Furthermore, the patterns of the graphene working electrodes 4-1 can be freely designed through a laser engraving machine, preferably are in a circular structure, and all the working electrodes are tangent to the central hole 4-2 and are uniformly distributed; the peripheral holes 4-3 are tangent to the hydrophilic region 3-1 of the detection layer and are arranged in a central symmetry mode, and the center of symmetry is the center of the center hole; the auxiliary electrode and the reference electrode 4-4 are in a partial circular ring structure.
Further, the graphene electrode of the electrode layer is engraved on two sides, and after registration, the center of symmetry of the front working electrode coincides with the center of the back auxiliary electrode. Each electrode lead part is hot stamped and packaged by a thermoplastic polyurethane film.
Furthermore, the sample adding layer 1, the reagent layer 2 and the detection layer 3 are connected into a whole, a three-dimensional structure is formed by folding along a boundary, the electrode layer 4 and the absorption layer 5 are respectively independent, and the layers are assembled by a clamp after being registered and superposed.

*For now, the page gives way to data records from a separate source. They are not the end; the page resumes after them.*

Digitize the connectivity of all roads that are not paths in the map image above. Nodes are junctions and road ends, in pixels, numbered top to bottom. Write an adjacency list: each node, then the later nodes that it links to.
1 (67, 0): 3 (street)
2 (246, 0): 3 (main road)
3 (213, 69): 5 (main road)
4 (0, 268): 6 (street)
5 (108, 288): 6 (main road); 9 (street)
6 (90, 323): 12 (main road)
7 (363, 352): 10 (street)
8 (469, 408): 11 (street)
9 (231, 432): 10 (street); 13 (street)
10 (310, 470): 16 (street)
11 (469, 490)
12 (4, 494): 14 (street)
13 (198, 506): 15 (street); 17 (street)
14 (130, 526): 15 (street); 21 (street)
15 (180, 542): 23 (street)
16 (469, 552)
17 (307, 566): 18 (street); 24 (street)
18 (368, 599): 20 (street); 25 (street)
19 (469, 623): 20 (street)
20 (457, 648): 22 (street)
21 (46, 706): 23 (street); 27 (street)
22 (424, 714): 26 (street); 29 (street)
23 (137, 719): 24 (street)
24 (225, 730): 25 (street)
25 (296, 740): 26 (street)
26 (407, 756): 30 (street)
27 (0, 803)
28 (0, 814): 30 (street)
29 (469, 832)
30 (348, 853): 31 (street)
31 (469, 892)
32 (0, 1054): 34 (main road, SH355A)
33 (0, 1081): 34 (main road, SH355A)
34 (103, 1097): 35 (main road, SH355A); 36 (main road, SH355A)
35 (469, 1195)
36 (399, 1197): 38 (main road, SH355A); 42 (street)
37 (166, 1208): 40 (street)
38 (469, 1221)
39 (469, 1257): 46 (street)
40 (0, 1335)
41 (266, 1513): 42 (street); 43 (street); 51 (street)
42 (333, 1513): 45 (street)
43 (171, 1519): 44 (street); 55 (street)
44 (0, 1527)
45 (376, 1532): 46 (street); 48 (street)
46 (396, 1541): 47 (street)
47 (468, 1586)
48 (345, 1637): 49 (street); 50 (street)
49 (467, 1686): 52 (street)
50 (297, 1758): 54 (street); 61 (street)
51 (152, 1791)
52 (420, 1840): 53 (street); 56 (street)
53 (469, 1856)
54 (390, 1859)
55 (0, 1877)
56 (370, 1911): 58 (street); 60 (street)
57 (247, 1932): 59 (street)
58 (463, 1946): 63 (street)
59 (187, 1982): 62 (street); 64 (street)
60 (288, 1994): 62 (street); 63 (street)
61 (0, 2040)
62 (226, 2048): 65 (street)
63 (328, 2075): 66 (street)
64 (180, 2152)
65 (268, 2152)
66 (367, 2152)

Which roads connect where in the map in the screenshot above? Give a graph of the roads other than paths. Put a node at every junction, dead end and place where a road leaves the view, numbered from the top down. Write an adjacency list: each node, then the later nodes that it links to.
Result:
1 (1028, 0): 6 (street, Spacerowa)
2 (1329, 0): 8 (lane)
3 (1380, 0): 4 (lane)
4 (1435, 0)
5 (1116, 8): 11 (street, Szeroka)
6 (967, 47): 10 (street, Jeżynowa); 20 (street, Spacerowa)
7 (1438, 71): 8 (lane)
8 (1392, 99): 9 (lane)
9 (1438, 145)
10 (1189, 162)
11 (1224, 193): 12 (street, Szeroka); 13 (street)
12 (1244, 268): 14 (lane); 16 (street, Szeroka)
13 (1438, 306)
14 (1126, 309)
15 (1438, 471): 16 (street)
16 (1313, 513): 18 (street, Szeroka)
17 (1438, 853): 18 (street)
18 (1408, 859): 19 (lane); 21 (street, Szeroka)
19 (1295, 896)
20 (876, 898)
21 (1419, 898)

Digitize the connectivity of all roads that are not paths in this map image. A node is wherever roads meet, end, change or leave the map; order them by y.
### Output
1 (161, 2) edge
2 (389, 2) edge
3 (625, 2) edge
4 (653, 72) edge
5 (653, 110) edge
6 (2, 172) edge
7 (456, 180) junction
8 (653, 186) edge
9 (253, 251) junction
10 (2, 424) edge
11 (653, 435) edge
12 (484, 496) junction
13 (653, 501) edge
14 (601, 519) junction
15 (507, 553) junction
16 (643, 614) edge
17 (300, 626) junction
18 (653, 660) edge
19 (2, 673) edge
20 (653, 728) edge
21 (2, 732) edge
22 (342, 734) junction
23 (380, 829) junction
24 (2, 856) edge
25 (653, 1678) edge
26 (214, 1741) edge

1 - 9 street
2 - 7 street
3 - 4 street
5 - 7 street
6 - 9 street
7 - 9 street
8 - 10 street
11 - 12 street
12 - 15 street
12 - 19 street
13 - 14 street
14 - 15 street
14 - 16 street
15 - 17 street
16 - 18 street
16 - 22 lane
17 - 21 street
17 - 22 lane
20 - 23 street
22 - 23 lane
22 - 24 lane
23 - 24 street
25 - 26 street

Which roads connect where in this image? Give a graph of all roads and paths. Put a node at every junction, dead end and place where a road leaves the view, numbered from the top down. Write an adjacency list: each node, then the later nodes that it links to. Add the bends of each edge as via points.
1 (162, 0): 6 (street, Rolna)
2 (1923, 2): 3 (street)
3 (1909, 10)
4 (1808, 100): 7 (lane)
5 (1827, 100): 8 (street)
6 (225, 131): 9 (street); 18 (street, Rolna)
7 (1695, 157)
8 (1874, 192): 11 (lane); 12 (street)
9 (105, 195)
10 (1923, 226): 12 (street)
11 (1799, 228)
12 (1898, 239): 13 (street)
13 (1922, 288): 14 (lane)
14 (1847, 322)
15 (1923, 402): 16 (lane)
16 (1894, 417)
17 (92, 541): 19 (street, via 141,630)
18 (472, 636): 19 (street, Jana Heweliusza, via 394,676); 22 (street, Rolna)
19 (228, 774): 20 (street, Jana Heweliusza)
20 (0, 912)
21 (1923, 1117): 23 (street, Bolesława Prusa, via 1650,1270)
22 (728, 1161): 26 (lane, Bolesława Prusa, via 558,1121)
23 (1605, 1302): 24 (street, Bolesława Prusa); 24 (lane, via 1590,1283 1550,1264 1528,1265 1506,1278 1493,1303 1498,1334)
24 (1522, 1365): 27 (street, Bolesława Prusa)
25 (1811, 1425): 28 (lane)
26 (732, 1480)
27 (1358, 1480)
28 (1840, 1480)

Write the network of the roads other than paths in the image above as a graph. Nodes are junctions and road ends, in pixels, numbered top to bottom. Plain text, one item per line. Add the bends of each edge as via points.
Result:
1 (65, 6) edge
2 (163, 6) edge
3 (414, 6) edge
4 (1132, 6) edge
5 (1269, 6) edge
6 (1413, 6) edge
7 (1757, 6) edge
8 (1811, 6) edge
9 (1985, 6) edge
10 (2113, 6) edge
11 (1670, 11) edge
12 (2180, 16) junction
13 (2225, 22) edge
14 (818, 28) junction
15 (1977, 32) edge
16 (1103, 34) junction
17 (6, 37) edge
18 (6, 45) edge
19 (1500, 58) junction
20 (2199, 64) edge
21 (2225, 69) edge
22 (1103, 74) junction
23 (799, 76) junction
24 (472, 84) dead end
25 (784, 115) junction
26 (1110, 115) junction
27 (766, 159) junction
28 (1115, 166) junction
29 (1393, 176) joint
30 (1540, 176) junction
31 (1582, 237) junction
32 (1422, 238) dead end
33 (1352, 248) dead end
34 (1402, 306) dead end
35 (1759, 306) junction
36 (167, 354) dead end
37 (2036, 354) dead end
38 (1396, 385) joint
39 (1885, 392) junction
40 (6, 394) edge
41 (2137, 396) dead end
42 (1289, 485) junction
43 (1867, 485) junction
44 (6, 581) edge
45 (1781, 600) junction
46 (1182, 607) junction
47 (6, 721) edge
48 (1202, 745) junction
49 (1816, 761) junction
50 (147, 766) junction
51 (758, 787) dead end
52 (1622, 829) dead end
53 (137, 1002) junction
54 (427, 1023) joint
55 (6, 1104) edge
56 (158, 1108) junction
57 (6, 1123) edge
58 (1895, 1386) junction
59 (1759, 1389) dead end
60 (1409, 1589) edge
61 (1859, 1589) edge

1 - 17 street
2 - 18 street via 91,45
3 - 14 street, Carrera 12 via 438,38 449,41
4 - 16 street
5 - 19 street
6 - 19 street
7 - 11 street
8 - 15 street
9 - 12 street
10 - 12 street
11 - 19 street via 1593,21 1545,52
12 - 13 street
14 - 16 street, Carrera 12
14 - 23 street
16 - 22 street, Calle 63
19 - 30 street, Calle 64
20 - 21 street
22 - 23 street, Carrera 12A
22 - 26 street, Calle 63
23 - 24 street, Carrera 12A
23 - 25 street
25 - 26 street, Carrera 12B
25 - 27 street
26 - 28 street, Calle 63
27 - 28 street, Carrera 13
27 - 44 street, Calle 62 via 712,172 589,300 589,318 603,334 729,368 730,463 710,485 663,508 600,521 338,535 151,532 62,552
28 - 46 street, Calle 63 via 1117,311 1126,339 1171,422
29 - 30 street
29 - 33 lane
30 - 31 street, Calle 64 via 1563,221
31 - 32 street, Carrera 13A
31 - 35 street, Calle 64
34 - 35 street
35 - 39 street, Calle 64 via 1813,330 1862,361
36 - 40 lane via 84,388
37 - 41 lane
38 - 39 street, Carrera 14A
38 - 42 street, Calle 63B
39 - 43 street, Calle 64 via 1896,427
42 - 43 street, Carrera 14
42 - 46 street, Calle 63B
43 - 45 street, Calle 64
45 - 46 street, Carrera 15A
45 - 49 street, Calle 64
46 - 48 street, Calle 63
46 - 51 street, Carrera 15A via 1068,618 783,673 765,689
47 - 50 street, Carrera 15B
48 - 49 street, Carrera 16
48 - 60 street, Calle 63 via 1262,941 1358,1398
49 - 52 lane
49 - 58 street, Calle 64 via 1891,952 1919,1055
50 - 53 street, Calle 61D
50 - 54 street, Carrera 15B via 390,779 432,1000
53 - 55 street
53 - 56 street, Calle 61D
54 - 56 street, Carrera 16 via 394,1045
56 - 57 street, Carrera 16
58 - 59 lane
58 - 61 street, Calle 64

In this embodiment, the specific parameters are as follows:
and each layer of the microfluidic pretreatment module is a square with the side length of 16 mm.
The radius of the sample adding area 1-1 is 2mm, the center of the circle coincides with the center of the square, four trapezoidal sample adding channels are distributed along the diagonal line of the square, the length of the short side is 1.6mm, the length of the long side connected with the circle is 1.8mm, and the radius of the circle in the hydrophobic area is 6mm; the radius of four circles in the reagent zone 2-1 is 1.6mm, and the radius of a circle in the hydrophobic zone is 6mm; the radius of the detection area 3-1 is 4mm, the center of the circle coincides with the center of the square, four trapezoidal sample adding channels are distributed along the diagonal line of the square, the length of the long side is 4.6mm, the length of the short side connected with the circle is 2.8mm, and the radius of the circle in the hydrophobic area is 7.5mm; the radius of the absorption area 5-1 is 4mm, and the circle center is coincided with the center of the square.
As shown in figure 2, the paper-based three-dimensional microfluidic biosensor universal structure based on the laser-induced graphene electrode is characterized in that the length and the width of an electrode layer 4 are both 20mm, and the detection electrode part structure comprises a working electrode 4-1, a central hole 4-2, peripheral holes 4-3, an auxiliary electrode and a reference electrode 4-4. The radius of the working electrode 4-1 is 1mm, the working electrode is tangent to the central hole 4-2 and is arranged in a central symmetry mode by taking the center of the central hole as a center, the tail end of the lead is 3mm in width and 6mm in length, the upper end of the lead is 2.5mm away from the upper edge of the electrode layer 4, and the central angle of the intersecting secant of the quadrilateral part and the circular part of the electrode is 60 degrees; the radius of the central hole is 4-2 mm, the center of the central hole is 8mm away from the upper edge of the electrode layer 4, and the center of the central hole is 10mm away from the left edge; the radius of the holes at the periphery is 1mm, the circle center is on a circle with the radius of 3mm and the hole at the center is arranged in a central symmetry way; the auxiliary electrode and the reference electrode 4-4 are circular ring partial structures with the radius of 1.5mm and 3mm, the included angle of the auxiliary electrode is 270 degrees, the included angle of the reference electrode is 30 degrees, the width of the tail end of the lead is 3mm, the length of the lead is 7mm, and the distance between the left edge of the electrode and the left edge of the electrode layer 4 is 4.5mm and the auxiliary electrode and the reference electrode are symmetrically arranged along the central line of the electrode layer.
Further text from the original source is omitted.